Updated: May 18
What it means to you and your taxes
The payment pause on federal student loans has been extended until September 2021.
Repayment of debts is necessary, but this continued windfall comes as a relief to many who have been financially impacted by the pandemic. This extension provides several opportunities. Namely, the ability to shift focus on a hurting area of your financial picture and the ability to make principal payments on your student debt.
If student loans are paused, should payments still be made? That’s a personal decision, but the extension sweetens the deal for those who are financially able to make payments. This is because 100% of the payment goes towards the loan’s principle, meaning payments have a greater effect on the debt than they typically would, helping the borrower pay off their loan even faster for the same payment amount.
Other loose ends may take or share priority over the loan depending on personal preference. Until September 2021 payments are not required in full enabling a borrower to multitask and make the most of the pause. With a good plan, this is an excellent opportunity for borrowers.
Here are several options-
Build-up an Emergency Savings Account –
An emergency savings fund is a necessary financial tool. This pandemic has been a testament to that as many families have become dependent on theirs. It’s generally recommended that this fund amounts to 3-6 months of living expenses.

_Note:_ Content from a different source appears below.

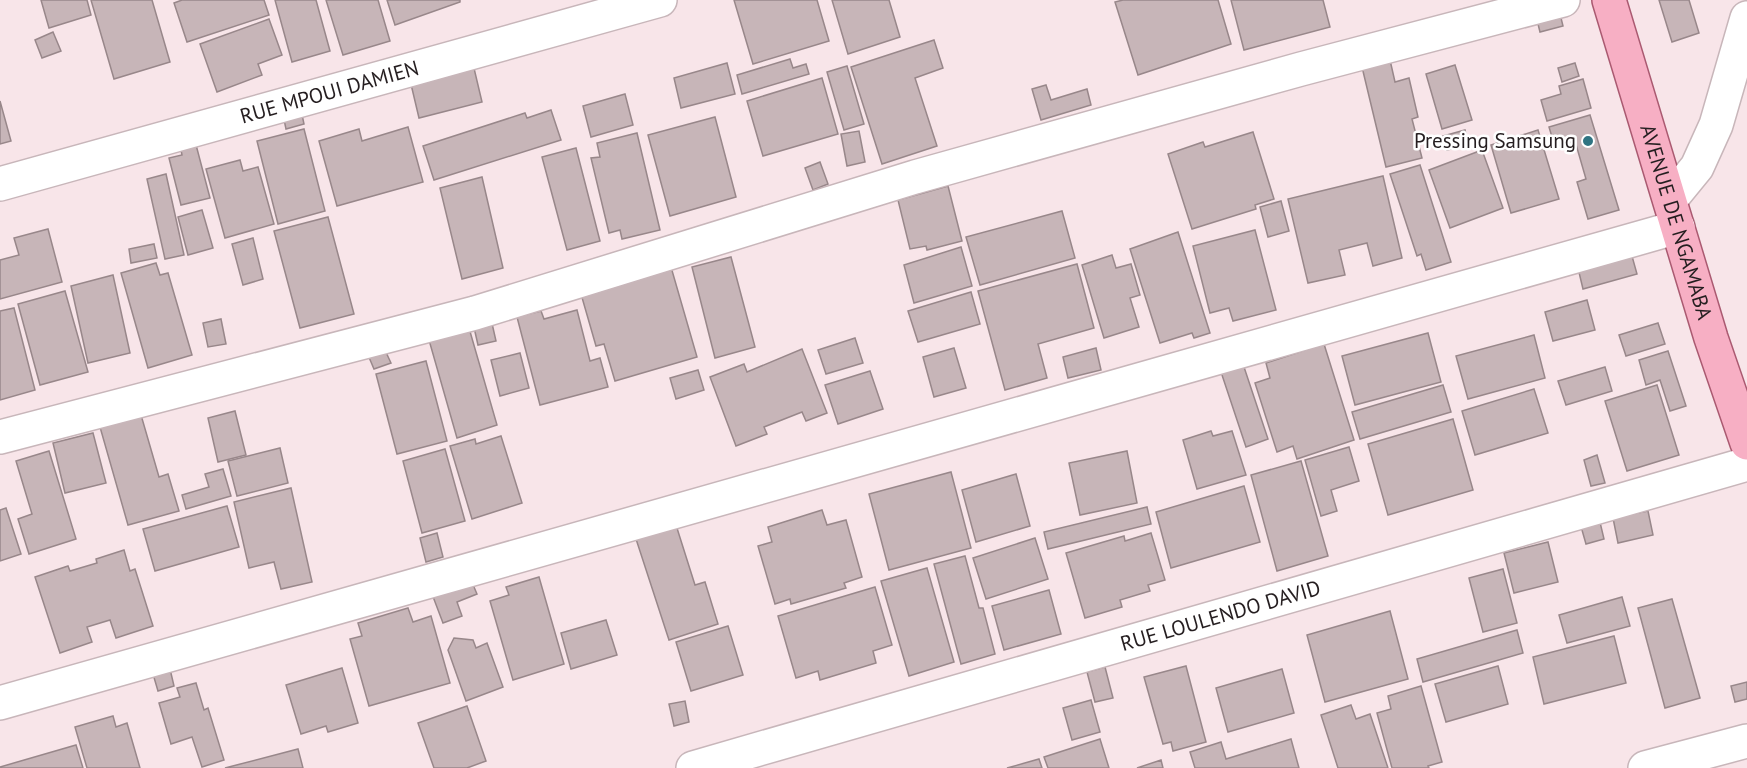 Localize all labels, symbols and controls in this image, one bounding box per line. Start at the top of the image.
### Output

Pay Down Credit Card Debt –
Interest rates on credit card debt are significantly higher than the rate charged by the federal government on student loans. While student loans aren’t generating interest and payments aren’t mandatory, allocating some money towards credit card debt could be a good option and reduce the interest you pay each month. Not to mention it could help boost your Credit Score.

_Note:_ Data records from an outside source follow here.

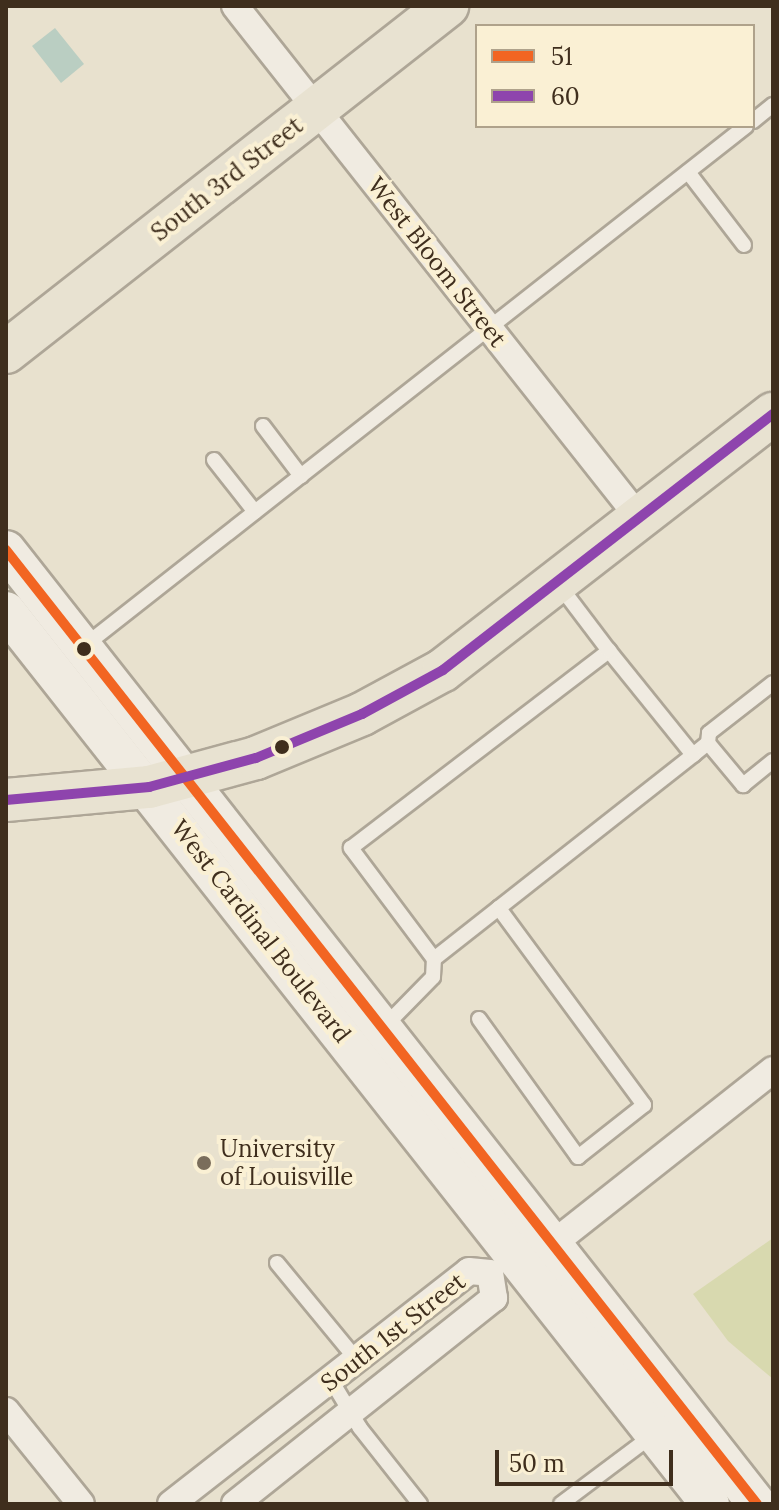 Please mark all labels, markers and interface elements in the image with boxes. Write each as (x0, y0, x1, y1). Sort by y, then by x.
legend (475, 24, 755, 128)
text: 51 (551, 41, 573, 72)
text: 60 (551, 81, 580, 112)
street label: South 3rd Street (146, 111, 308, 247)
street label: West Bloom Street (362, 171, 512, 353)
unlabelled marker (76, 641, 92, 657)
unlabelled marker (274, 739, 290, 755)
street label: West Cardinal Boulevard (165, 814, 357, 1048)
place label: University of Louisville (220, 1135, 353, 1191)
marker: University of Louisville (195, 1154, 213, 1172)
street label: South 1st Street (315, 1267, 471, 1397)
scale bar (499, 1434, 677, 1484)
text: 50 m (509, 1448, 565, 1479)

Organize a Trust and /or Will –
Use this downtime and the money freed up by the pause to organize a trust or will. There is something to be said about security and peace of mind that they could provide. Not to mention a will is essential to any financial plan.
Enroll in or Update your Disability Insurance –
This is important piece of any physician’s plan and this is the perfect time to revisit it if more coverage is needed to reflect an increased salary or any other significant change.
Contribute to Retirement-
Some student debts are so large they make it difficult for borrowers to contribute to their retirement fund. It’s important to contribute and ensure your financial future. This is the perfect opportunity to do just that if you’ve been unable to.

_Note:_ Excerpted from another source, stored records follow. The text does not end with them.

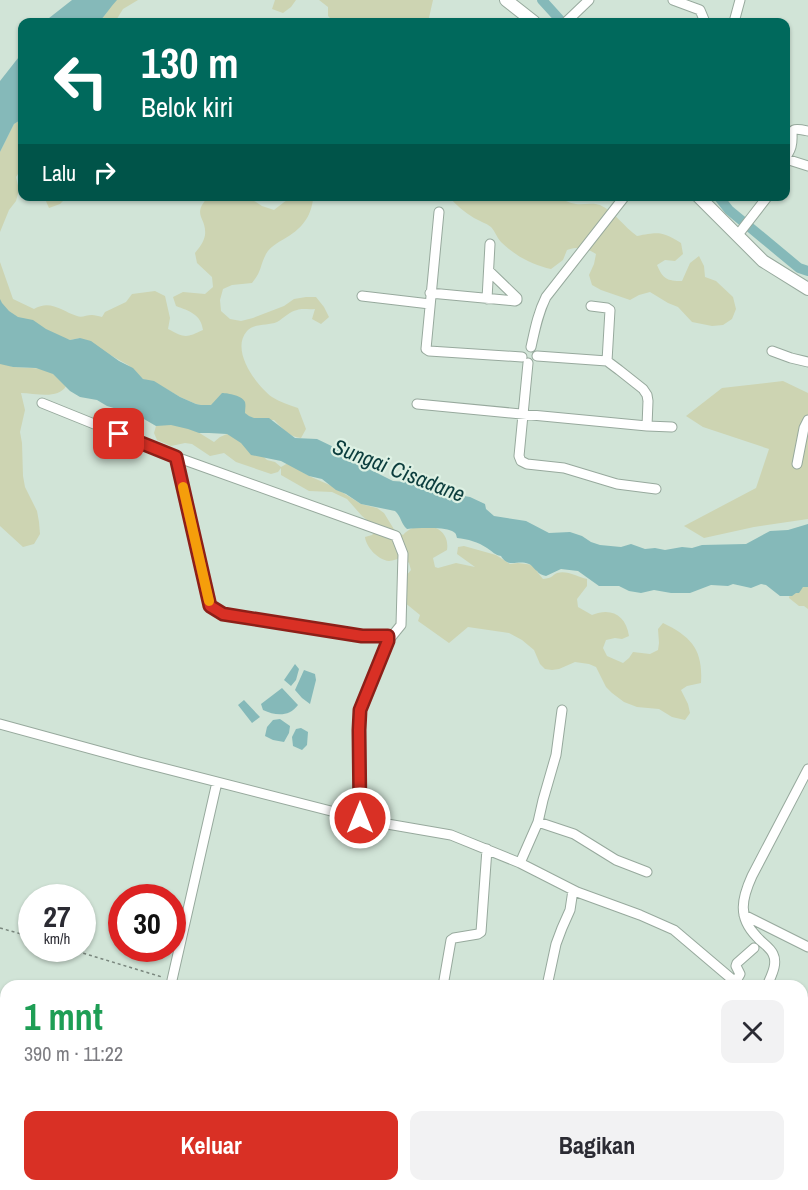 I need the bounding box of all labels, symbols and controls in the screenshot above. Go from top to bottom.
text: 130 m [141,35,239,91]
icon: left [42,42,120,120]
text: Belok kiri [141,89,233,125]
icon: right [88,156,121,189]
text: Lalu [42,158,76,188]
pin [93,408,144,459]
icon: arrive [102,417,135,450]
water label: Sungai Cisadane [329,431,469,509]
position arrow [328,786,392,850]
speed limit sign: 30 [108,884,186,962]
text: 27 [43,896,71,936]
text: km/h [44,928,70,949]
text: 1 mnt [24,993,103,1041]
button: close [721,1000,784,1063]
text: 390 m · 11:22 [24,1040,123,1067]
button: Keluar [24,1111,398,1180]
button: Bagikan [410,1111,784,1180]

It’s important to ask yourself where your priorities are. The repayments of debt, bolstering wealth security, or funding your future are all worthy goals to accomplish especially amid this pandemic. What’s important is that you develop a plan and stick to it.
If a student loan payments were made throughout any part of 2020 those payments, if they qualify, may be eligible for student loan interest deductions. Unless payments were made in 2020 on student loans the freeze extension won’t have implications on how taxes are filed this Spring.
Let's keep working to make this year a better one.